Before his buddy had an opportunity to answer, someone from Rex’s pineapple picking group said (I believe in a loud voice) “He’ll have them without.  He’s a Mormon”
Up until that moment, it hadn’t occurred to Rex that the members of his group had been watching him.  He was their example.  He represented the entire Church – which of course isn’t right. 

None of us is perfect.  None of us by ourselves can represent our entire religion, race, heritage, etc.  And yet so often our words are taken at more than face value.  We are an example whether we like it or not.

LDS members are encouraged to pray about the things they learn and are taught.  They’re encouraged to pray about lessons that they teach or talks that they give.  When leaders (including the prophet) are sustained, it is still up to each individual member to pray about it – to receive his or her own confirmation.  To understand the things of God and not just take the lesson or the teaching or the sustaining upon face value. 

Missionaries teach non-members and encourage them to pray that they may receive their own personal revelation as well. We each need to know and understand for ourselves.  We need to pray to Him who knows all to receive our own personal revelations. And yet many fail this simple task.  We take things upon face value due to a person’s calling or position or because of our own blind faith and idleness. 

The press picks up on words spouted from the mouths of any “Mormon” who make it to the media – be it a member of a sports team who happens to be LDS or one who uses the title bishop or stake president or perhaps is running for political office or maybe a professor who teaches at BYU.  Some individuals are more recognized than others.  But like Rex, some of us never make it to the press or receive prestige recognition, but are still being watched nonetheless. 

Do we vote according to our own personal revelation?  Or do we listen to and value the opinions of many imperfect members and take it as “gospel doctrine”?  No one of us represents the Church and yet sometimes we are the only example that some people even know of. How do our words or lifestyles influence them?  How do our words or lifestyles influence those we serve with or go to Church with?  Does what we say represent gospel truth or do we come across as opinionated and insincere?

And yes, there are many blind followers.  But there are those who are willing to admit their faults and desire to improve.  There are those who strive to become the best they can be – not because they want to represent the Church or have control or abuse their positions – but so they can be true disciples of Christ and let others see that they are striving to live up to his name.

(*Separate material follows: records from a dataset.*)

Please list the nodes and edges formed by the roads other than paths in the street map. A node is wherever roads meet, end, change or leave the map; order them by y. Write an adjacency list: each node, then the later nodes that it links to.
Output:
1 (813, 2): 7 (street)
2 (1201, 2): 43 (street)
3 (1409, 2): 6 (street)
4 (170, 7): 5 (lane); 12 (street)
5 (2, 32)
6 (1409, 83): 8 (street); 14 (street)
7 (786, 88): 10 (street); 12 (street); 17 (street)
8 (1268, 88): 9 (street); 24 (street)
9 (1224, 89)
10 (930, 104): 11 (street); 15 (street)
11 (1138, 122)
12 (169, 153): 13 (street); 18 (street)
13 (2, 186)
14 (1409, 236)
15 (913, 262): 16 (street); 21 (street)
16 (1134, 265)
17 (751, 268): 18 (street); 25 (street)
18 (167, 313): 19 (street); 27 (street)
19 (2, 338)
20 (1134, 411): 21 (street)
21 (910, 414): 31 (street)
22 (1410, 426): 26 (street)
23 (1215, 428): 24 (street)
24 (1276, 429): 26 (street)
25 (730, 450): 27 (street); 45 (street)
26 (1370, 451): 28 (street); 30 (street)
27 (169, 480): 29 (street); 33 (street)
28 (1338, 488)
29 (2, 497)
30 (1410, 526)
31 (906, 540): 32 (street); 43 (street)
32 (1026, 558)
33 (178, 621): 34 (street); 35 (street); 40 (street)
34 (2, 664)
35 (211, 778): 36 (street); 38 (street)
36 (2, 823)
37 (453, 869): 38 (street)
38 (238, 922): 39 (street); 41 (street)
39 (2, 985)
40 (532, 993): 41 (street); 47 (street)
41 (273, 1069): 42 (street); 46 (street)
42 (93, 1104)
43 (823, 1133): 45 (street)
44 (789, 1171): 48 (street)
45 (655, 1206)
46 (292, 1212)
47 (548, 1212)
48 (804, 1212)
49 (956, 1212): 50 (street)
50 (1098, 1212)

If all of us (members or not) would take the time to offer sincere prayers so that we may have our own understanding – that the messages we hear are the truth and not misrepresented pieces of truth  (or our own misunderstandings of it) – that we may know for ourselves who we are and what path we need to follow for ourselves.  That we may understand God’s heart and not get caught up in theories or misunderstanding of imperfect members.  Because even though it seems there are so many who are close, none of us is perfect.